There were a couple guys that did a Hemi transplant on teh Drydock: a green 72 or 73 Fury wagon, an orange 68 Sport Fury fasttop, and a 3rd one that I don't fully remember (maybe it went unfinished?).
As for the Torqueflite - it needs to be a smallblock trans to bolt to a new Hemi, not a bigblock trans.
If doing a trans change, might as well do an OD - either a hydrualically-governed A518 (self-controlled) or the one mated to the Hemi - but that one is electronically-controlled, which usually means a junkyard controller re-flashed to erase the original-VIN stuff. There are some aftermarket controllers for some of the Hemi trans. The truck A545 is more slender and reportedly an easier fit, but IIRC no aftermarket control for that one.

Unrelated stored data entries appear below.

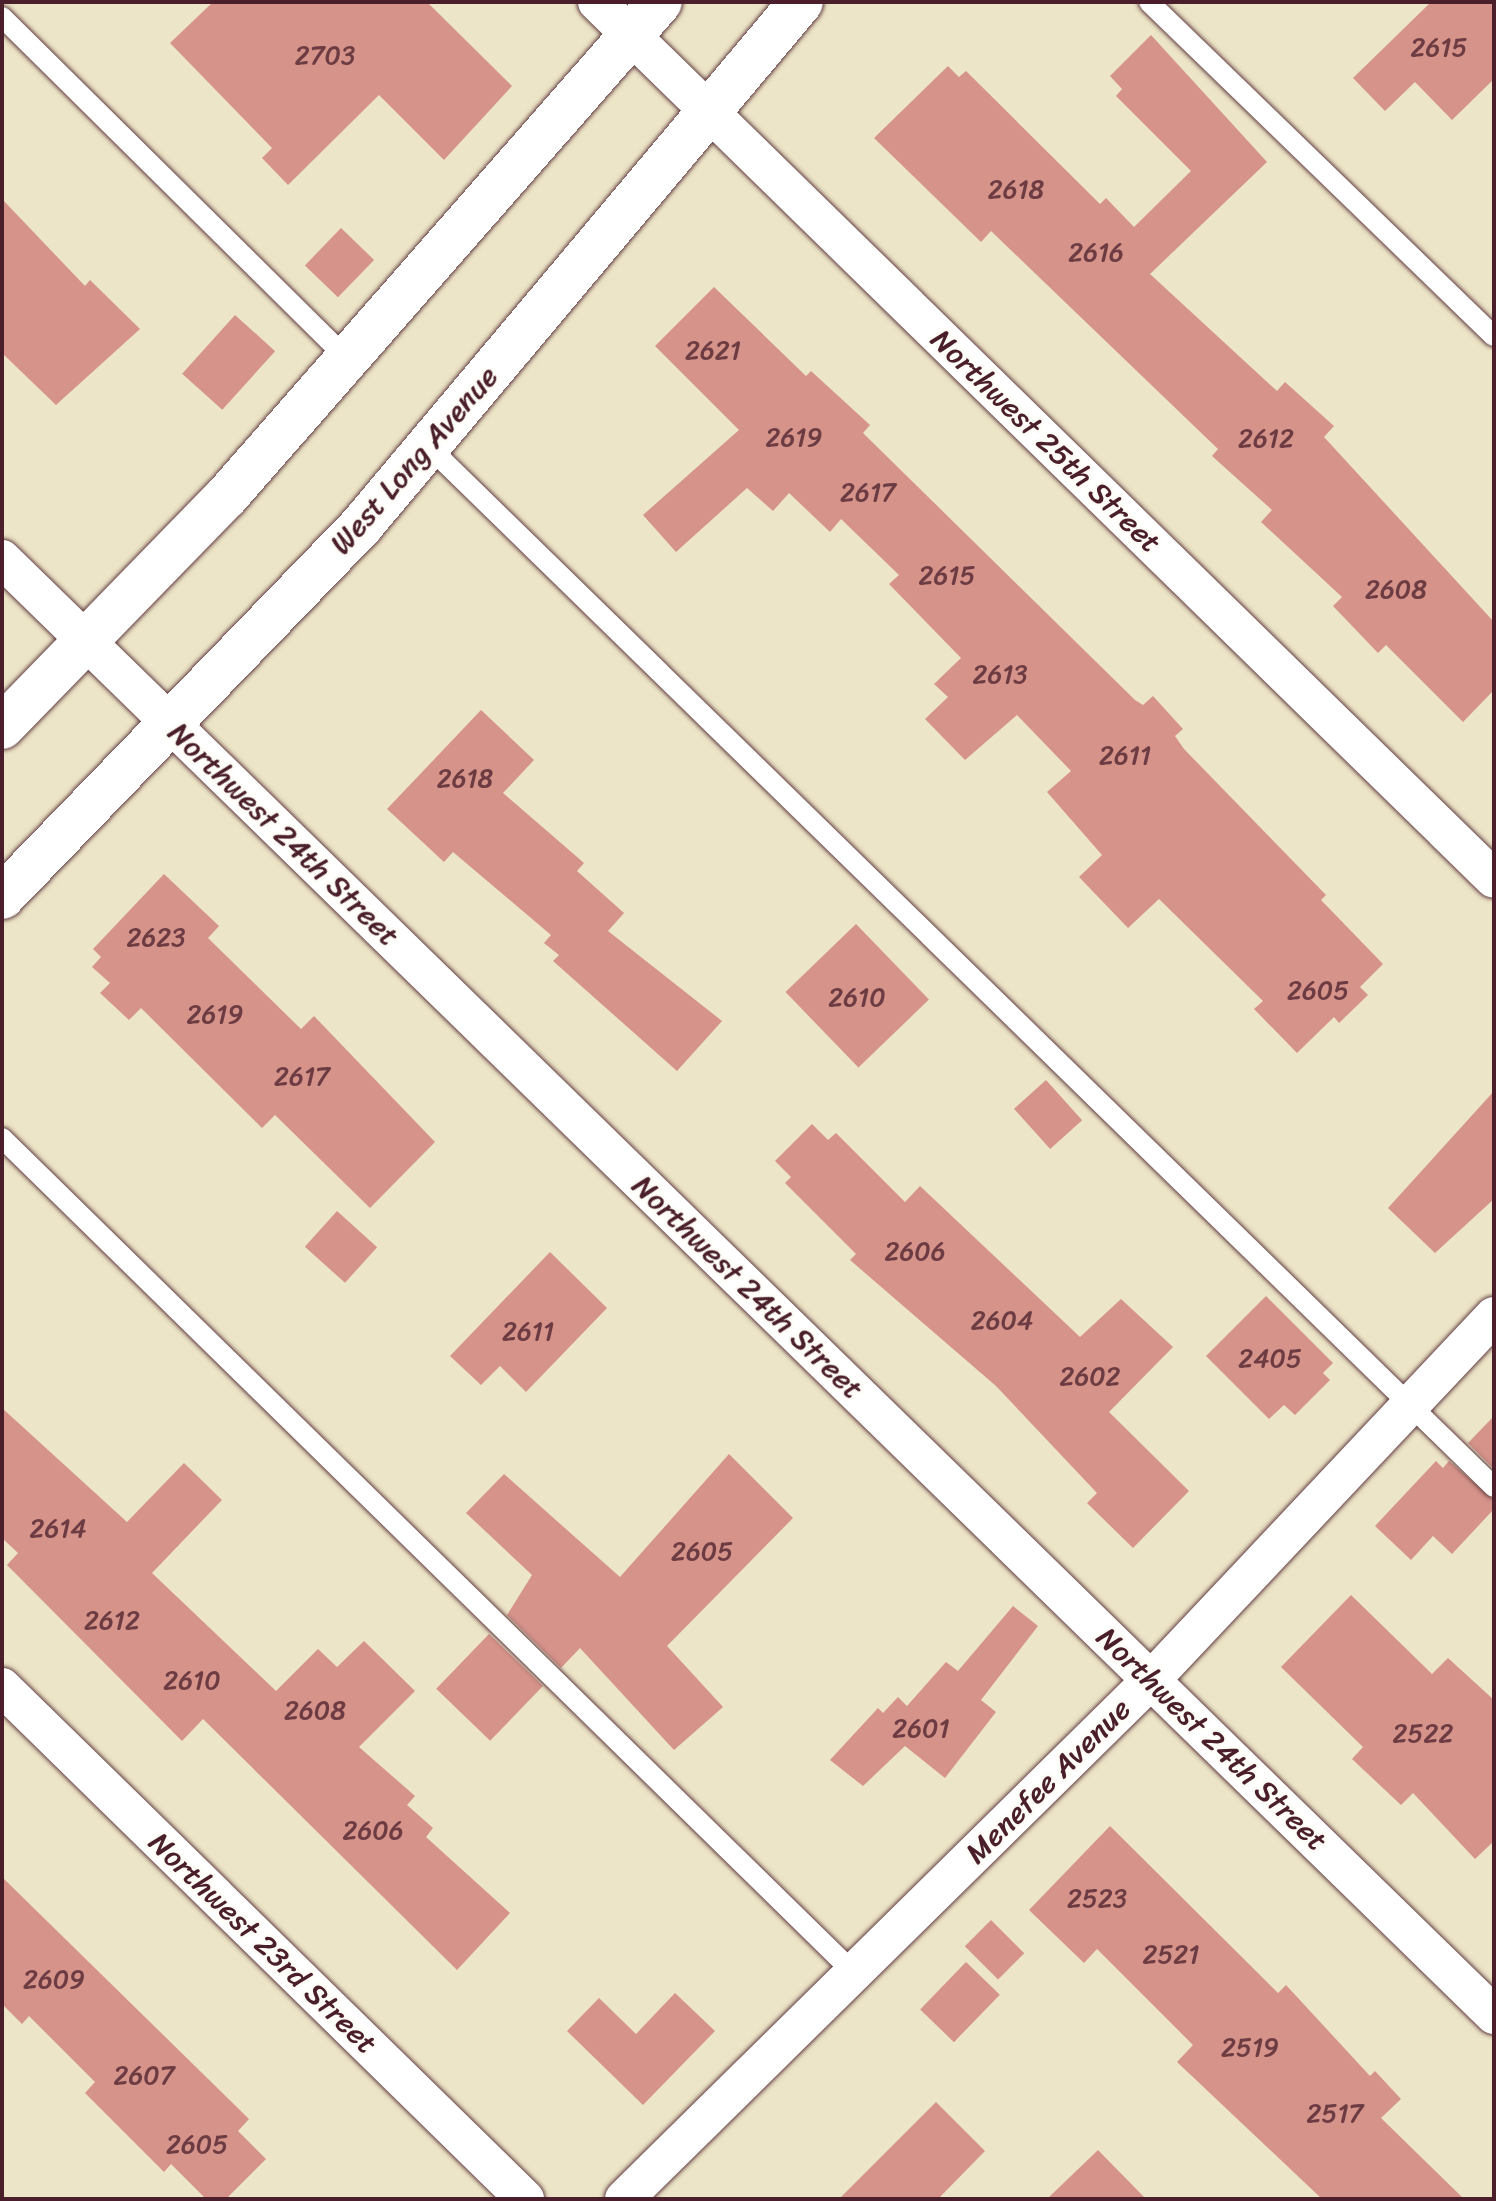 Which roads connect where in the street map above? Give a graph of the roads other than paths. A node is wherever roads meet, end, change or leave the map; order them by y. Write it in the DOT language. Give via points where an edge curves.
graph roads {
  1 [pos="597,2"];
  2 [pos="660,2"];
  3 [pos="801,2"];
  4 [pos="1149,2"];
  5 [pos="2,17"];
  6 [pos="632,36"];
  7 [pos="710,111"];
  8 [pos="1494,336"];
  9 [pos="347,358"];
  10 [pos="428,446"];
  11 [pos="2,559"];
  12 [pos="84,639"];
  13 [pos="169,722"];
  14 [pos="2,727"];
  15 [pos="1494,879"];
  16 [pos="2,897"];
  17 [pos="2,1138"];
  18 [pos="1494,1316"];
  19 [pos="1410,1405"];
  20 [pos="1494,1487"];
  21 [pos="1151,1680"];
  22 [pos="2,1687"];
  23 [pos="854,1973"];
  24 [pos="1494,2015"];
  25 [pos="525,2199"];
  26 [pos="624,2199"];
  1 -- 6 [label="street, Northwest 25th Street"];
  2 -- 6 [label="main road"];
  3 -- 7 [label="main road, West Long Avenue"];
  4 -- 8 [label="lane"];
  5 -- 9 [label="lane"];
  6 -- 7 [label="street, Northwest 25th Street"];
  6 -- 9 [label="main road"];
  7 -- 10 [label="main road, West Long Avenue"];
  7 -- 15 [label="street, Northwest 25th Street"];
  9 -- 12 [label="main road" via="226,497"];
  10 -- 13 [label="main road, West Long Avenue"];
  10 -- 19 [label="lane"];
  11 -- 12 [label="street, Northwest 24th Street"];
  12 -- 13 [label="street, Northwest 24th Street"];
  12 -- 14 [label="main road"];
  13 -- 16 [label="main road, West Long Avenue"];
  13 -- 21 [label="street, Northwest 24th Street"];
  17 -- 23 [label="lane"];
  18 -- 19 [label="street, Menefee Avenue"];
  19 -- 20 [label="lane"];
  19 -- 21 [label="street, Menefee Avenue"];
  21 -- 23 [label="street, Menefee Avenue"];
  21 -- 24 [label="street, Northwest 24th Street"];
  22 -- 25 [label="street, Northwest 23rd Street"];
  23 -- 26 [label="street, Menefee Avenue"];
}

But any of those OD transmissions require some surgery and crossmember fabrication, plus shortened driveshaft.
IIRC there might be an adapter flexplate or something to fill in the gap between TC and crankshaft.
There have been some issues on many different chassis with the old filter setup hitting the crossmember.

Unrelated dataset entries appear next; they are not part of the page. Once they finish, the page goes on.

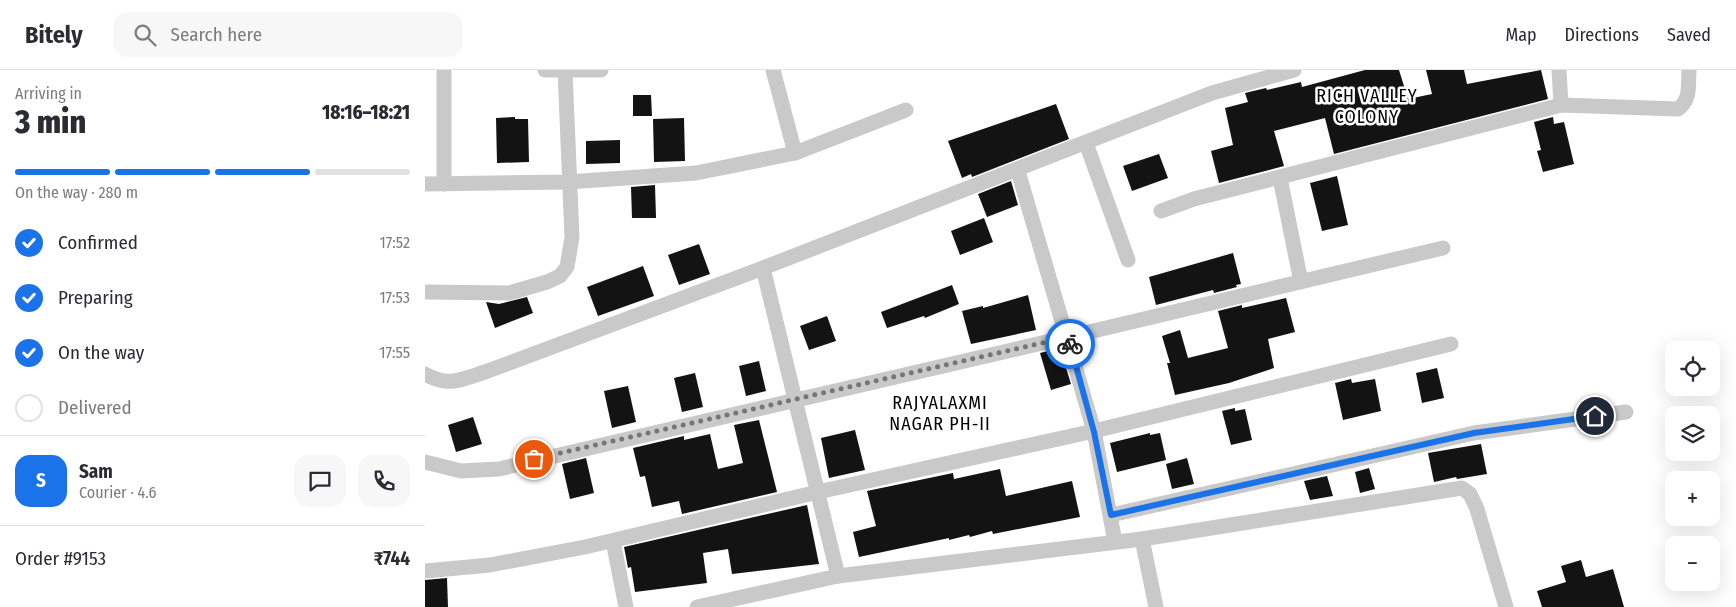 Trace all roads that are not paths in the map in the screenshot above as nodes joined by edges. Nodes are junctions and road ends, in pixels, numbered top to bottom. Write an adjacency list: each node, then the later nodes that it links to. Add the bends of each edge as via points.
1 (444, 70): 17 (street)
2 (545, 70): 3 (street)
3 (565, 70): 4 (street); 15 (street)
4 (601, 70)
5 (773, 70): 12 (street)
6 (1294, 70): 11 (street, via 1213,93)
7 (1559, 70): 9 (street)
8 (1689, 70): 9 (street, via 1688,96 1678,109)
9 (1561, 105): 14 (street)
10 (906, 110): 12 (street)
11 (1086, 143): 13 (street); 20 (street)
12 (795, 153): 15 (street, via 696,173)
13 (1018, 171): 21 (street); 24 (street)
14 (1280, 178): 18 (street); 22 (street)
15 (568, 182): 17 (street); 23 (street, via 572,237 567,267 560,276 509,293)
16 (425, 184): 17 (street)
17 (444, 184)
18 (1161, 211)
19 (1443, 248): 22 (street)
20 (1128, 260)
21 (763, 268): 26 (street, via 467,378 443,383); 27 (street)
22 (1301, 282): 24 (street)
23 (425, 292)
24 (1068, 337): 27 (street); 29 (street)
25 (1451, 344): 29 (street)
26 (425, 374)
27 (795, 399): 30 (street, via 499,468 461,471); 31 (street)
28 (1625, 412): 32 (street, via 1474,433)
29 (1094, 432): 31 (street); 32 (street)
30 (425, 462)
31 (818, 492): 34 (street); 37 (street)
32 (1111, 515): 35 (street)
33 (1142, 539): 35 (street); 40 (street); 41 (street, via 1461,488 1470,494 1477,508)
34 (613, 540): 36 (street, via 489,565); 38 (street)
35 (1115, 542): 37 (street)
36 (425, 571)
37 (838, 576): 39 (street)
38 (626, 607)
39 (700, 607)
40 (1156, 607)
41 (1506, 607)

I don't know what the oilpan clearance is like with the centerlink and idler arm, but I'd expect some issues there.
As simpler/cheaper method to improve drivability and mpg might be a newer throttle-body type of EFI system, one that includes control of ignition timing.
More complete control of timing can give more torque.
An EFI system can prevent fuel boil-out at the engine, which helps MPG. We lose MPG when we lose fuel.
An EFI system that returns to the fuel tank can lose some benefit by heating the fuel in the tank, and an old-car tank cannot seal/recover the vapors like a modern tank.
A returnless EFI system (I think some of the new ones are this type) modulates the fuel pump to only send the engine what it needs, keeping fuel temperature lower. A return-type is constantly ciruclating fuel from the hot engine fuel rails back to the tank, and it re-circulates the most fuel when fuel usage is *lowest* (which is most of the time).
An EFI system can also be mapped to drop fuel at closed throttle and 1500+ engine rpm. My wideband O2 sensor shows my carb goes really rich under that condition. I presume this is due to the engine RPM causing high vacuum and suckign more fuel than they'd normally do at idle. The carb doesn't really know you're coasting - the EFI does.
If you have an original-spec '66 383, you have small-valve closed-chamber 516 heads, which IMO would be a good choice for high airflow velocity for street driving, and probably better MGP over the later open-chamber heads - a prime candidate for EFI to boost MPG. Just my opinion there, no data to back that up.